L’Office of science and technology policy (OSTP) de la Maison Blanche vient de mettre à jour la politique gouvernementale de mise à disposition et de diffusion des résultats de la recherche scientifique publique, définie en 2013. Celle-ci concerne désormais toutes les agences de financement de la recherche (et plus seulement les plus importantes), donc aussi celles qui couvrent les SHS, ce qui est nouveau (et promet de nombreuses discussions avec les éditeurs…) ; les agences ont jusqu’à fin 2026 pour la mettre en oeuvre.

Cette nouvelle politique marque la fin des embargos sur les publications : on vise l’OA immédiat, fini les 6 ou 12 mois. A noter, sont concernées les publications avec un auteur ou un co-auteur bénéficiant d’un financement public : pour les collaborations ça risque d’être compliqué – ou au contraire de simplifier les choses… Enfin je dis public, mais c’est fédéral : il va déjà falloir une harmonisation locale entre la politique fédérale et les mandats des universités américaines – on peut supposer que tout le monde va dans le même sens, mais il est toujours possible qu’il y ait des points de friction.

Par « publication », le memorandum entend a minima les articles scientifiques validés par les pairs ; pour les livres et chapitres de livres, et les communications c’est à la discrétion des agences.

Les données de recherche sont prises en compte dans ce dispositif : elles doivent être mises à disposition en même temps que les publications le cas échéant, et faire l’objet de plans de gestions des données.
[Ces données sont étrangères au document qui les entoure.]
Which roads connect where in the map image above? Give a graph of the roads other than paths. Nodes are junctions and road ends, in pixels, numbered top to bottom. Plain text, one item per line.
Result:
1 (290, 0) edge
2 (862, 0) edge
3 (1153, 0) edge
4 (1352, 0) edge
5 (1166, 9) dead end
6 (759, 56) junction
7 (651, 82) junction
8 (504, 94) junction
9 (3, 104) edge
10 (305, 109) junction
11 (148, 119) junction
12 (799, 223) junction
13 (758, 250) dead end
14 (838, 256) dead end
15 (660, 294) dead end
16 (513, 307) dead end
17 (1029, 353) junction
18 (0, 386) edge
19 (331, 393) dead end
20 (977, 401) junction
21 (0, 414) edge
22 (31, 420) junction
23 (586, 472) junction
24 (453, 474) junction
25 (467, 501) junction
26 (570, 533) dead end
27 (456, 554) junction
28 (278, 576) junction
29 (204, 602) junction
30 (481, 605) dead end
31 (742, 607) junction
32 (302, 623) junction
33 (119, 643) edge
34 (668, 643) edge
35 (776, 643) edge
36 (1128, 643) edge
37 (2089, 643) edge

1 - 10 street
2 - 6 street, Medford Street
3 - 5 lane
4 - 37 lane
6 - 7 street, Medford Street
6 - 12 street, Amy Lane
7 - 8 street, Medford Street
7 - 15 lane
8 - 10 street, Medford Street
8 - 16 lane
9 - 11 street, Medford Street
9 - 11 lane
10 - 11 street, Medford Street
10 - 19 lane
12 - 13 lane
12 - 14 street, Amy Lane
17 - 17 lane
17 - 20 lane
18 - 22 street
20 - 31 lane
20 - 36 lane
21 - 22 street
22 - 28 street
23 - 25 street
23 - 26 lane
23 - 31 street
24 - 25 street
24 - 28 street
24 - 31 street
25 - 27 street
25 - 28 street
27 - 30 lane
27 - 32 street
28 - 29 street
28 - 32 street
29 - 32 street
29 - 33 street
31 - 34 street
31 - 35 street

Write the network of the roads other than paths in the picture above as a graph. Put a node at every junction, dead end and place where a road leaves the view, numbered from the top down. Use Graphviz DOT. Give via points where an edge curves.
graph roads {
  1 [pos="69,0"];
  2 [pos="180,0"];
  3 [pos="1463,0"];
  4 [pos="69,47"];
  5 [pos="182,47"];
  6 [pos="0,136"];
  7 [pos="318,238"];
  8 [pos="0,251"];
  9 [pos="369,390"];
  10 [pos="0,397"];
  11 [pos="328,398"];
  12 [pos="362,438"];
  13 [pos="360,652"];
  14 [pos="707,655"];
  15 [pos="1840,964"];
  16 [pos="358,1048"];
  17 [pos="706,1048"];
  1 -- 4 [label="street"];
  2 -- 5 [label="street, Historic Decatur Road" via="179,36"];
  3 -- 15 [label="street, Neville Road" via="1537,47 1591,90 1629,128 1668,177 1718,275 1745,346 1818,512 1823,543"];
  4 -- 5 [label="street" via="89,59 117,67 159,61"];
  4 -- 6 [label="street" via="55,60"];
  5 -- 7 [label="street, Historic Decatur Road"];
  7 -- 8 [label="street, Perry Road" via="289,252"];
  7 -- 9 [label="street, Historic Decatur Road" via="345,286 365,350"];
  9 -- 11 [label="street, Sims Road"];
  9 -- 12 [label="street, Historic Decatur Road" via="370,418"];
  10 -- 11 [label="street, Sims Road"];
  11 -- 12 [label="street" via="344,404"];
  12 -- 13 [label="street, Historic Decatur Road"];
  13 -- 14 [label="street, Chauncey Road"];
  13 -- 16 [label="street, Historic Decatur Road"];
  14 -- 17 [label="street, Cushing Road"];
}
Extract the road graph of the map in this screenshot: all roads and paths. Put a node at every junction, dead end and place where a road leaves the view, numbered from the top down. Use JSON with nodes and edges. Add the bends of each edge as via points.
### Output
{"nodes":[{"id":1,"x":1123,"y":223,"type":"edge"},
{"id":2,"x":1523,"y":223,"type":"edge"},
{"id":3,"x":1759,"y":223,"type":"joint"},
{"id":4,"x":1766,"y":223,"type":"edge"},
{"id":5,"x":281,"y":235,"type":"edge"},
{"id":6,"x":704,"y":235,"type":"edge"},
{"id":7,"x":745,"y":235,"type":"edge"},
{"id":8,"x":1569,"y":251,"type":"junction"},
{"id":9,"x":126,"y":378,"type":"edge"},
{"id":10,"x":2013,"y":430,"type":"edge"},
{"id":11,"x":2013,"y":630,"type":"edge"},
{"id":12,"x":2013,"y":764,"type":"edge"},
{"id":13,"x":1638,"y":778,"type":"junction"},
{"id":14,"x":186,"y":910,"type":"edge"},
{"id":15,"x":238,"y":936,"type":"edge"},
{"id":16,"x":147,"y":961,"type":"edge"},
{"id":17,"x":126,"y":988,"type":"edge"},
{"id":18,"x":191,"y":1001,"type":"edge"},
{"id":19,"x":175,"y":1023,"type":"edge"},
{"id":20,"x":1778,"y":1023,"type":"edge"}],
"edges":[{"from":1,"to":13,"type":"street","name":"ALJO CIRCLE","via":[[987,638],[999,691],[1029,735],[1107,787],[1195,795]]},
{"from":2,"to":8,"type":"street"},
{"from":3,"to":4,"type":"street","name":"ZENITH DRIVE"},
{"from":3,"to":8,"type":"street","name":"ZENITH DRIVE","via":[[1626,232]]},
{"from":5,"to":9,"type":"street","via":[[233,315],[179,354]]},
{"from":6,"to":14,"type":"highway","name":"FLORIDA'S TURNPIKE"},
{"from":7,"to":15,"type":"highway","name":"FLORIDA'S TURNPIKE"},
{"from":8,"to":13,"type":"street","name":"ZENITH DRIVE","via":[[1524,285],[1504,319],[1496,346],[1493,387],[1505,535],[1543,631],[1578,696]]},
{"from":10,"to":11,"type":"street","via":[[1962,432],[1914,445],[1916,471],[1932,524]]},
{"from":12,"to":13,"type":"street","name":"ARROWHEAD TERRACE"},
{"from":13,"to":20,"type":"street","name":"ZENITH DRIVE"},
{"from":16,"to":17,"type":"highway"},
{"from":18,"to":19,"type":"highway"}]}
Par ailleurs, les entrepôts de données doivent être conformes aux préconisations du National Science and Technology Council.

Si des frais de publication et/ou des frais de gestion des données « raisonnables » peuvent être intégrés dans les budgets de recherche, la voie verte reste privilégiée : tout doit être déposé dans une archive ouverte ou un entrepôt de données définis par les agences, il ne suffit pas de publier dans une revue OA.

L’accent est également mis sur les questions d’intégrité scientifique : une plus grande transparence sur les affiliations et les financements est demandée pour redonner aux contribuables américains confiance dans la recherche publique ; celle-ci passe entre autres par l’attribution d’identifiants pérennes pour toutes les productions de recherche, y compris les protocoles et les financements.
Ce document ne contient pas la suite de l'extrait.